Background

Developmental programming of disease is now a well-recognized phenomenon. Our findings show that early life exposure to a low n6/n3 polyunsaturated fatty acid (PUFA) ratio programs neonatal adipose tissue expansion (ATE) and adult resistance to diet induced obesity. Very little is known about the mRNA patterns and cellular diversity of neonatal adipocyte precursor cells (APCs) that establish the fat depots during development.

Methods

Unrelated wildtype (WT) pups were cross-fostered onto WT or fat-1 damsoverexpressing an n3 PUFA desaturase that depletes n6 and bolsters n3 PUFA in milk. APCs were sorted by flow cytometry for single cell RNA sequencing (scRNA-seq). scRNA-seq data was visualized by t-distributed Stochastic Neighbor Embedding (t-SNE), density-based clustering, and Discriminative Dimensionality Reduction Tree (DDRTree). Differential genes were identified by two-sided Student’s t-test. Stable isotope incorporation quantified in vivo APC proliferation and live cell imaging was used to quantify in vitro proliferation/differentiation.

Results

scRNA-seq analysis revealed differential expression of principle regulators of adipogenesis (KLF2, SREBP1, CEBPa, and PPARg) by low n6/n3 exposure group.

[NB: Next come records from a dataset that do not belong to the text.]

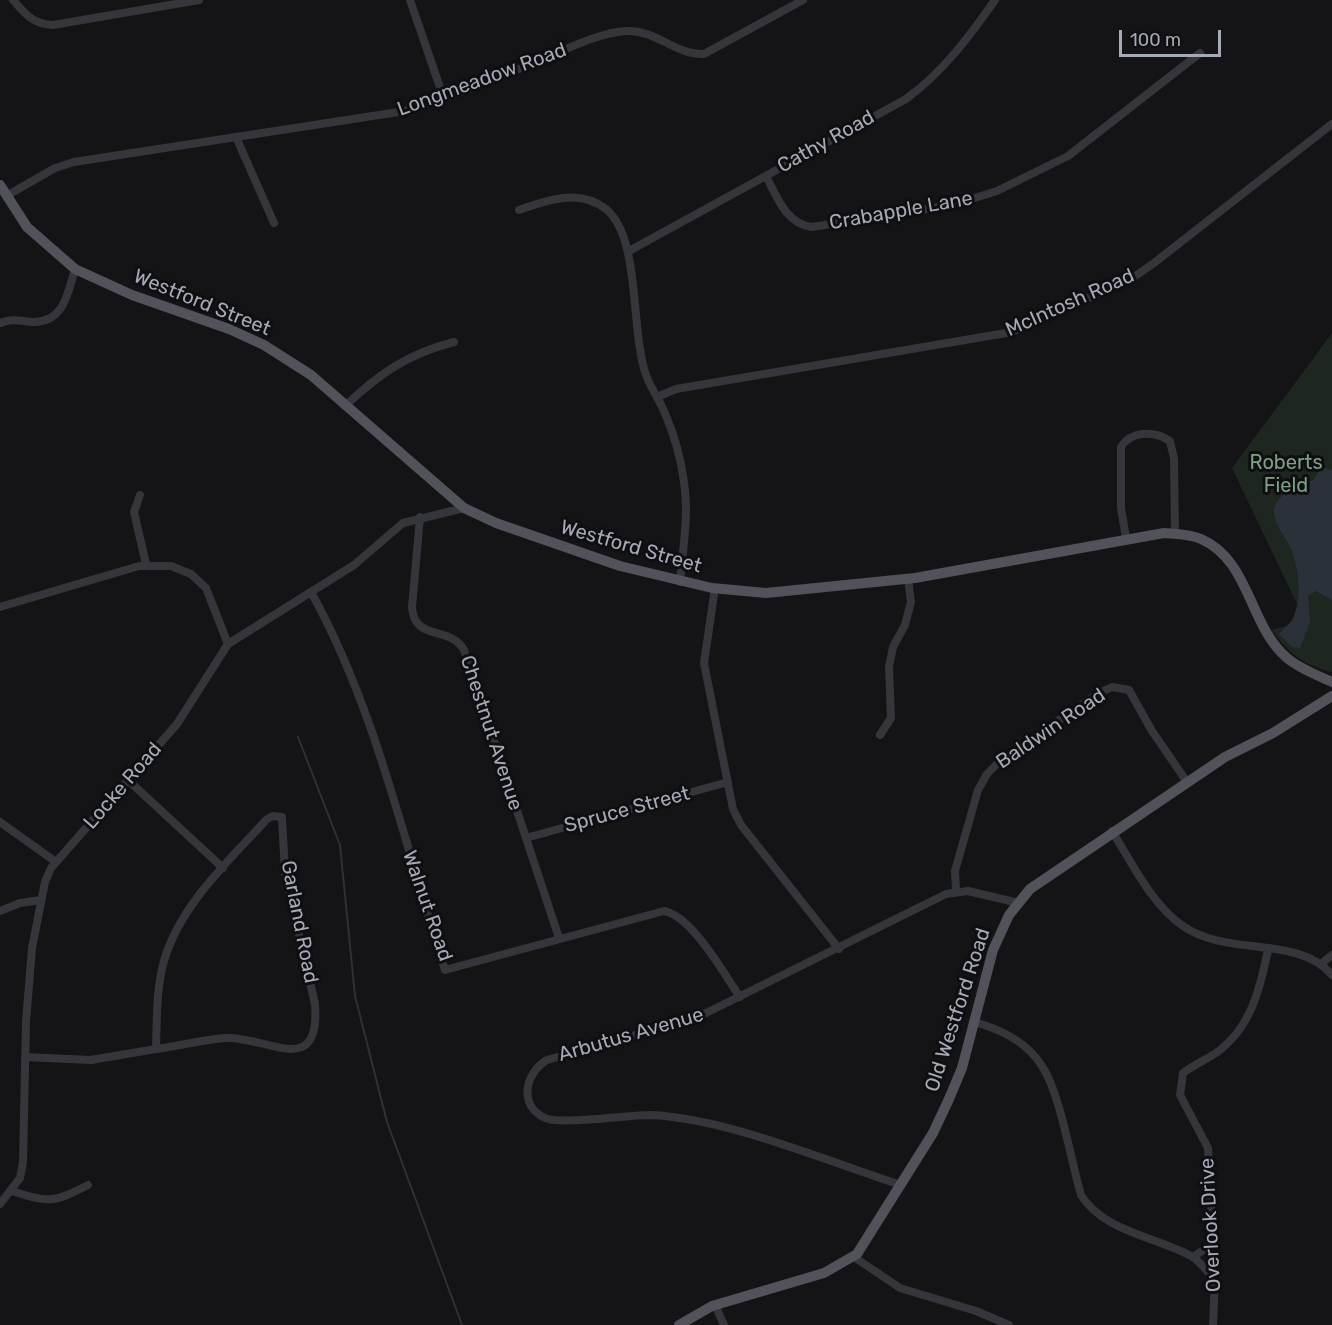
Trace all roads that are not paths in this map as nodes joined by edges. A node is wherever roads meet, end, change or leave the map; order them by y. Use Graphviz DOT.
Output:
graph roads {
  1 [pos="13,0"];
  2 [pos="199,0"];
  3 [pos="410,0"];
  4 [pos="803,0"];
  5 [pos="996,0"];
  6 [pos="1200,53"];
  7 [pos="444,99"];
  8 [pos="1332,124"];
  9 [pos="236,137"];
  10 [pos="766,176"];
  11 [pos="0,185"];
  12 [pos="8,195"];
  13 [pos="519,210"];
  14 [pos="274,223"];
  15 [pos="629,251"];
  16 [pos="75,269"];
  17 [pos="0,323"];
  18 [pos="454,342"];
  19 [pos="657,397"];
  20 [pos="345,406"];
  21 [pos="140,495"];
  22 [pos="464,508"];
  23 [pos="420,517"];
  24 [pos="1175,534"];
  25 [pos="1126,538"];
  26 [pos="146,564"];
  27 [pos="908,578"];
  28 [pos="680,582"];
  29 [pos="715,588"];
  30 [pos="311,592"];
  31 [pos="0,606"];
  32 [pos="228,644"];
  33 [pos="1332,682"];
  34 [pos="1332,696"];
  35 [pos="880,735"];
  36 [pos="129,781"];
  37 [pos="728,782"];
  38 [pos="1187,782"];
  39 [pos="0,822"];
  40 [pos="1112,831"];
  41 [pos="526,838"];
  42 [pos="56,862"];
  43 [pos="223,868"];
  44 [pos="956,891"];
  45 [pos="41,900"];
  46 [pos="1019,903"];
  47 [pos="0,911"];
  48 [pos="559,938"];
  49 [pos="839,949"];
  50 [pos="1268,950"];
  51 [pos="1332,955"];
  52 [pos="1322,963"];
  53 [pos="1332,975"];
  54 [pos="740,997"];
  55 [pos="974,1022"];
  56 [pos="156,1049"];
  57 [pos="25,1057"];
  58 [pos="88,1185"];
  59 [pos="901,1185"];
  60 [pos="12,1191"];
  61 [pos="0,1204"];
  62 [pos="1213,1244"];
  63 [pos="854,1257"];
  64 [pos="1193,1257"];
  65 [pos="1215,1279"];
  66 [pos="715,1305"];
  67 [pos="679,1325"];
  68 [pos="724,1325"];
  69 [pos="1009,1325"];
  70 [pos="1213,1325"];
  1 -- 2 [label="street"];
  3 -- 7 [label="street"];
  4 -- 7 [label="street, Longmeadow Road"];
  5 -- 10 [label="street, Cathy Road"];
  6 -- 10 [label="street, Crabapple Lane"];
  7 -- 9 [label="street, Longmeadow Road"];
  8 -- 19 [label="street, McIntosh Road"];
  9 -- 12 [label="street, Longmeadow Road"];
  9 -- 14 [label="street"];
  10 -- 15 [label="street, Cathy Road"];
  11 -- 12 [label="main road, Westford Street"];
  12 -- 16 [label="main road, Westford Street"];
  13 -- 15 [label="street"];
  15 -- 19 [label="street"];
  16 -- 17 [label="street"];
  16 -- 20 [label="main road, Westford Street"];
  18 -- 20 [label="street"];
  19 -- 28 [label="street"];
  20 -- 22 [label="main road, Westford Street"];
  21 -- 26 [label="street"];
  22 -- 23 [label="street, Locke Road"];
  22 -- 28 [label="main road, Westford Street"];
  23 -- 30 [label="street, Locke Road"];
  23 -- 41 [label="street, Chestnut Avenue"];
  24 -- 25 [label="main road, Westford Street"];
  24 -- 25 [label="street"];
  24 -- 33 [label="main road, Westford Street"];
  25 -- 27 [label="main road, Westford Street"];
  26 -- 31 [label="street"];
  26 -- 32 [label="street"];
  27 -- 29 [label="main road, Westford Street"];
  27 -- 35 [label="street"];
  28 -- 29 [label="main road, Westford Street"];
  29 -- 37 [label="street"];
  30 -- 32 [label="street, Locke Road"];
  30 -- 48 [label="street, Walnut Road"];
  32 -- 36 [label="street, Locke Road"];
  34 -- 38 [label="main road, Old Westford Road"];
  36 -- 42 [label="street, Locke Road"];
  36 -- 43 [label="street"];
  37 -- 41 [label="street, Spruce Street"];
  37 -- 49 [label="street"];
  38 -- 40 [label="main road, Old Westford Road"];
  38 -- 44 [label="street, Baldwin Road"];
  39 -- 42 [label="street"];
  40 -- 46 [label="main road, Old Westford Road"];
  40 -- 50 [label="street"];
  41 -- 48 [label="street, Chestnut Avenue"];
  42 -- 45 [label="street, Locke Road"];
  43 -- 56 [label="street, Garland Road"];
  43 -- 56 [label="street, Garland Road"];
  44 -- 46 [label="street"];
  44 -- 49 [label="street, Arbutus Avenue"];
  45 -- 47 [label="street"];
  45 -- 57 [label="street, Locke Road"];
  46 -- 55 [label="main road, Old Westford Road"];
  48 -- 54 [label="street, Walnut Road"];
  49 -- 54 [label="street, Arbutus Avenue"];
  50 -- 52 [label="street"];
  50 -- 62 [label="street, Overlook Drive"];
  51 -- 52 [label="street"];
  52 -- 53 [label="street"];
  54 -- 59 [label="street, Arbutus Avenue"];
  55 -- 59 [label="main road, Old Westford Road"];
  55 -- 64 [label="street"];
  56 -- 57 [label="street, Garland Road"];
  57 -- 60 [label="street, Locke Road"];
  58 -- 60 [label="street"];
  59 -- 63 [label="main road, Old Westford Road"];
  60 -- 61 [label="street, Locke Road"];
  62 -- 64 [label="street"];
  62 -- 65 [label="street, Overlook Drive"];
  63 -- 66 [label="main road, Old Westford Road"];
  63 -- 69 [label="street"];
  64 -- 65 [label="street"];
  65 -- 70 [label="street, Overlook Drive"];
  66 -- 67 [label="main road, Old Westford Road"];
  66 -- 68 [label="street"];
}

Low n6/n3 exposure over 12-days of life increased the fraction of committed preadipocytes (P=0.05), with no difference for in vivo AP cell proliferation, and made smaller and more numerous mature adipocytes. Low n6/n3 exposure induced insulin sensitive (IR, IGFR2, Akt1, PKA and RXR/RAR) and antiadipogenic (WNT/CTNN2, NR2F2, FGF1) mRNAs. In vitro, flow sorted APCs from low n6/n3 pups had significantly slower proliferation (P=0.001) and differentiation (P<0.001).

Conclusions

Our findings indicate that low n6/n3 ratio exposure via milk tempers offspring adipogenic potential in APCs by differential regulation of key adipogenic regulators. By upregulating both pro- and antiadipogenic mRNA programs, low n6/n3 exposure changes the APC subtype diversity in offspring.